* PROBLEM
Go over the lines below, and when one contains the word "graph", copy it.

>>>

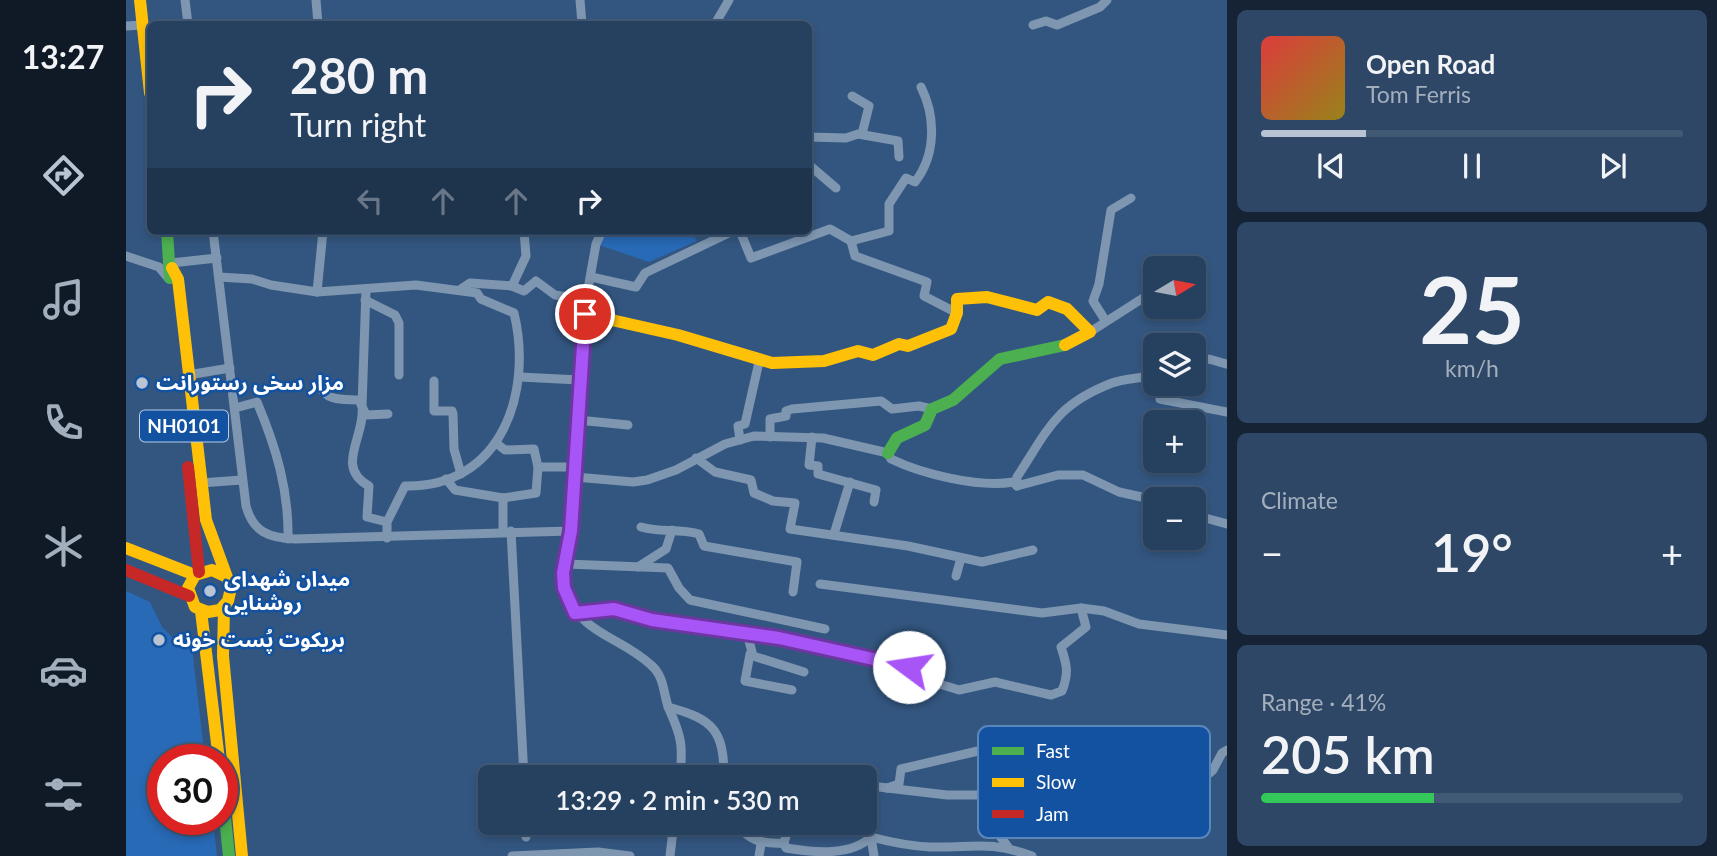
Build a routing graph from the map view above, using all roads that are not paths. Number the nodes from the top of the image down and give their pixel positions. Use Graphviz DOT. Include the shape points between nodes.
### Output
graph roads {
  1 [pos="140,0"];
  2 [pos="185,0"];
  3 [pos="316,0"];
  4 [pos="580,0"];
  5 [pos="729,0"];
  6 [pos="1107,0"];
  7 [pos="188,21"];
  8 [pos="318,21"];
  9 [pos="582,21"];
  10 [pos="717,21"];
  11 [pos="142,25"];
  12 [pos="1033,25"];
  13 [pos="126,26"];
  14 [pos="147,68"];
  15 [pos="921,87"];
  16 [pos="852,96"];
  17 [pos="862,134"];
  18 [pos="812,137"];
  19 [pos="899,157"];
  20 [pos="812,167"];
  21 [pos="836,188"];
  22 [pos="1131,198"];
  23 [pos="168,235"];
  24 [pos="214,235"];
  25 [pos="323,235"];
  26 [pos="523,235"];
  27 [pos="600,235"];
  28 [pos="725,235"];
  29 [pos="742,235"];
  30 [pos="851,241"];
  31 [pos="126,256"];
  32 [pos="217,258"];
  33 [pos="173,273"];
  34 [pos="219,277"];
  35 [pos="591,277"];
  36 [pos="512,286"];
  37 [pos="461,289"];
  38 [pos="366,290"];
  39 [pos="317,292"];
  40 [pos="1143,298"];
  41 [pos="365,300"];
  42 [pos="586,300"];
  43 [pos="957,313"];
  44 [pos="585,314"];
  45 [pos="1105,320"];
  46 [pos="1090,332"];
  47 [pos="1206,360"];
  48 [pos="758,362"];
  49 [pos="1226,364"];
  50 [pos="230,368"];
  51 [pos="188,375"];
  52 [pos="399,375"];
  53 [pos="1143,376"];
  54 [pos="520,377"];
  55 [pos="579,380"];
  56 [pos="434,381"];
  57 [pos="319,385"];
  58 [pos="1160,396"];
  59 [pos="362,406"];
  60 [pos="234,408"];
  61 [pos="932,409"];
  62 [pos="1227,412"];
  63 [pos="388,414"];
  64 [pos="578,420"];
  65 [pos="628,425"];
  66 [pos="770,437"];
  67 [pos="812,437"];
  68 [pos="740,440"];
  69 [pos="496,443"];
  70 [pos="888,453"];
  71 [pos="696,458"];
  72 [pos="538,467"];
  73 [pos="575,472"];
  74 [pos="461,474"];
  75 [pos="446,479"];
  76 [pos="242,480"];
  77 [pos="850,482"];
  78 [pos="200,483"];
  79 [pos="1017,485"];
  80 [pos="1143,497"];
  81 [pos="503,498"];
  82 [pos="874,502"];
  83 [pos="1206,518"];
  84 [pos="387,522"];
  85 [pos="1227,524"];
  86 [pos="641,527"];
  87 [pos="672,530"];
  88 [pos="507,531"];
  89 [pos="571,531"];
  90 [pos="834,534"];
  91 [pos="387,538"];
  92 [pos="288,539"];
  93 [pos="126,548"];
  94 [pos="1033,550"];
  95 [pos="961,558"];
  96 [pos="566,564"];
  97 [pos="638,567"];
  98 [pos="127,570"];
  99 [pos="197,574"];
  100 [pos="225,576"];
  101 [pos="956,576"];
  102 [pos="820,583"];
  103 [pos="793,592"];
  104 [pos="189,596"];
  105 [pos="224,607"];
  106 [pos="1081,608"];
  107 [pos="201,611"];
  108 [pos="575,613"];
  109 [pos="825,629"];
  110 [pos="747,633"];
  111 [pos="1227,635"];
  112 [pos="913,637"];
  113 [pos="750,654"];
  114 [pos="909,667"];
  115 [pos="804,672"];
  116 [pos="792,690"];
  117 [pos="668,707"];
  118 [pos="217,744"];
  119 [pos="1227,750"];
  120 [pos="978,751"];
  121 [pos="523,765"];
  122 [pos="681,765"];
  123 [pos="724,765"];
  124 [pos="1210,772"];
  125 [pos="877,787"];
  126 [pos="887,788"];
  127 [pos="978,795"];
  128 [pos="227,835"];
  129 [pos="672,835"];
  130 [pos="746,835"];
  131 [pos="786,835"];
  132 [pos="871,837"];
  133 [pos="1001,838"];
  134 [pos="761,844"];
  135 [pos="784,844"];
  136 [pos="1007,847"];
  137 [pos="229,856"];
  138 [pos="242,856"];
  139 [pos="512,856"];
  140 [pos="630,856"];
  141 [pos="670,856"];
  142 [pos="759,856"];
  143 [pos="874,856"];
  144 [pos="1032,856"];
  1 -- 11 [label="main road"];
  2 -- 7 [label="street"];
  3 -- 8 [label="street"];
  4 -- 9 [label="street"];
  5 -- 10 [label="street"];
  6 -- 12 [label="street" via="1057,25 1046,21"];
  11 -- 13 [label="street"];
  11 -- 14 [label="main road"];
  15 -- 30 [label="street" via="931,129 928,162 915,181 906,178 889,204 889,231"];
  16 -- 17 [label="street" via="869,106"];
  17 -- 18 [label="street"];
  17 -- 19 [label="street" via="898,141"];
  20 -- 21 [label="street"];
  22 -- 45 [label="street" via="1111,210 1093,301"];
  23 -- 33 [label="main road, NH0101"];
  24 -- 32 [label="street"];
  25 -- 39 [label="street"];
  26 -- 36 [label="street" via="526,256"];
  27 -- 35 [label="street"];
  28 -- 35 [label="street" via="645,273 636,287"];
  29 -- 30 [label="street" via="751,258 830,229"];
  30 -- 43 [label="street" via="855,256 927,282 924,296"];
  31 -- 33 [label="street"];
  32 -- 33 [label="street"];
  32 -- 34 [label="street"];
  33 -- 51 [label="main road, NH0101"];
  33 -- 99 [label="main road, NH0101"];
  34 -- 39 [label="street"];
  34 -- 50 [label="street"];
  35 -- 42 [label="street"];
  36 -- 37 [label="street" via="470,284"];
  36 -- 42 [label="street" via="524,292 536,281 555,295"];
  37 -- 38 [label="street" via="416,285"];
  37 -- 54 [label="street" via="514,313"];
  38 -- 39 [label="street"];
  38 -- 41 [label="street"];
  40 -- 45 [label="street"];
  41 -- 52 [label="street" via="395,314"];
  41 -- 59 [label="street"];
  42 -- 44 [label="street"];
  43 -- 46 [label="main road" via="957,299 970,295 1037,310 1048,302 1066,309"];
  43 -- 48 [label="main road" via="951,329 873,355 858,351 800,363"];
  44 -- 48 [label="main road" via="678,335"];
  44 -- 55 [label="street"];
  45 -- 46 [label="street"];
  46 -- 61 [label="main road" via="1058,349 1000,359 953,400"];
  47 -- 49 [label="street"];
  48 -- 68 [label="street" via="746,424 738,426"];
  50 -- 51 [label="street"];
  50 -- 60 [label="street"];
  51 -- 78 [label="main road, NH0101"];
  53 -- 79 [label="street" via="1114,382 1065,408 1042,433"];
  54 -- 55 [label="street"];
  54 -- 69 [label="street" via="516,400"];
  55 -- 64 [label="street"];
  56 -- 74 [label="street" via="434,411 453,414 454,449"];
  57 -- 59 [label="street" via="323,394 359,400"];
  58 -- 62 [label="street"];
  59 -- 63 [label="street" via="366,415"];
  59 -- 84 [label="street" via="364,421 352,468 356,479 369,486 367,517"];
  60 -- 76 [label="street"];
  60 -- 92 [label="street" via="257,402 286,487"];
  61 -- 66 [label="street" via="892,409 881,401 792,409 786,416 770,419"];
  61 -- 70 [label="main road" via="925,425 897,438"];
  64 -- 65 [label="street"];
  64 -- 73 [label="street"];
  66 -- 67 [label="street"];
  66 -- 68 [label="street"];
  67 -- 70 [label="street"];
  67 -- 77 [label="street" via="809,465 818,466 817,474"];
  68 -- 71 [label="street"];
  69 -- 72 [label="street" via="505,450 534,449"];
  69 -- 74 [label="street"];
  70 -- 79 [label="street" via="891,459 923,472"];
  71 -- 73 [label="street" via="676,470 633,482"];
  71 -- 90 [label="street" via="715,472 751,480 754,493 795,503 790,528"];
  72 -- 73 [label="street"];
  72 -- 81 [label="street" via="536,493"];
  73 -- 89 [label="street"];
  74 -- 75 [label="street"];
  75 -- 81 [label="street" via="455,490"];
  75 -- 84 [label="street" via="426,486 405,486"];
  76 -- 78 [label="street"];
  76 -- 92 [label="street" via="250,521 263,533"];
  77 -- 82 [label="street" via="876,490"];
  77 -- 90 [label="street"];
  78 -- 100 [label="main road, NH0101" via="206,520"];
  79 -- 80 [label="street" via="1058,475 1083,475"];
  81 -- 88 [label="street"];
  83 -- 85 [label="street"];
  84 -- 91 [label="street"];
  86 -- 87 [label="street" via="662,533"];
  87 -- 97 [label="street" via="666,549"];
  87 -- 103 [label="street" via="699,534 704,547 797,562"];
  88 -- 89 [label="street"];
  88 -- 91 [label="street"];
  88 -- 121 [label="street"];
  89 -- 96 [label="street"];
  90 -- 95 [label="street"];
  91 -- 92 [label="street"];
  93 -- 99 [label="main road"];
  94 -- 95 [label="street" via="995,561"];
  95 -- 101 [label="street"];
  96 -- 97 [label="street"];
  96 -- 108 [label="street" via="564,588"];
  97 -- 109 [label="street" via="668,568 690,600"];
  98 -- 104 [label="main road"];
  99 -- 100 [label="main road" via="212,570"];
  99 -- 104 [label="main road, NH0101" via="190,581"];
  100 -- 105 [label="main road, NH0101" via="231,595"];
  102 -- 106 [label="street" via="1042,613"];
  104 -- 107 [label="main road"];
  105 -- 107 [label="main road"];
  105 -- 138 [label="main road, NH0101" via="223,656"];
  106 -- 111 [label="street" via="1139,624"];
  106 -- 114 [label="street" via="1086,627 1061,647 1069,668 1059,694 995,682 959,690 933,682"];
  107 -- 118 [label="main road"];
  108 -- 110 [label="street" via="614,609 652,620"];
  108 -- 117 [label="street" via="651,664 661,677"];
  110 -- 113 [label="street"];
  110 -- 114 [label="street"];
  112 -- 114 [label="street"];
  113 -- 115 [label="street"];
  113 -- 116 [label="street" via="744,681"];
  117 -- 122 [label="street" via="680,730"];
  117 -- 123 [label="street" via="706,719 724,748"];
  119 -- 124 [label="street"];
  120 -- 126 [label="street" via="901,769 899,784"];
  125 -- 126 [label="street"];
  126 -- 127 [label="street"];
  128 -- 137 [label="main road"];
  129 -- 141 [label="street"];
  130 -- 134 [label="street"];
  131 -- 135 [label="street"];
  132 -- 135 [label="street" via="863,848 834,856"];
  132 -- 136 [label="street" via="931,847 972,843"];
  132 -- 143 [label="street"];
  133 -- 136 [label="street"];
  134 -- 135 [label="street"];
  134 -- 142 [label="street"];
  136 -- 144 [label="street"];
  139 -- 140 [label="street" via="598,852"];
}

<<<

* WRITTEN REPLY
Build a routing graph from the map view above, using all roads that are not paths. Number the nodes from the top of the image down and give their pixel positions. Use Graphviz DOT. Include the shape points between nodes.
graph roads {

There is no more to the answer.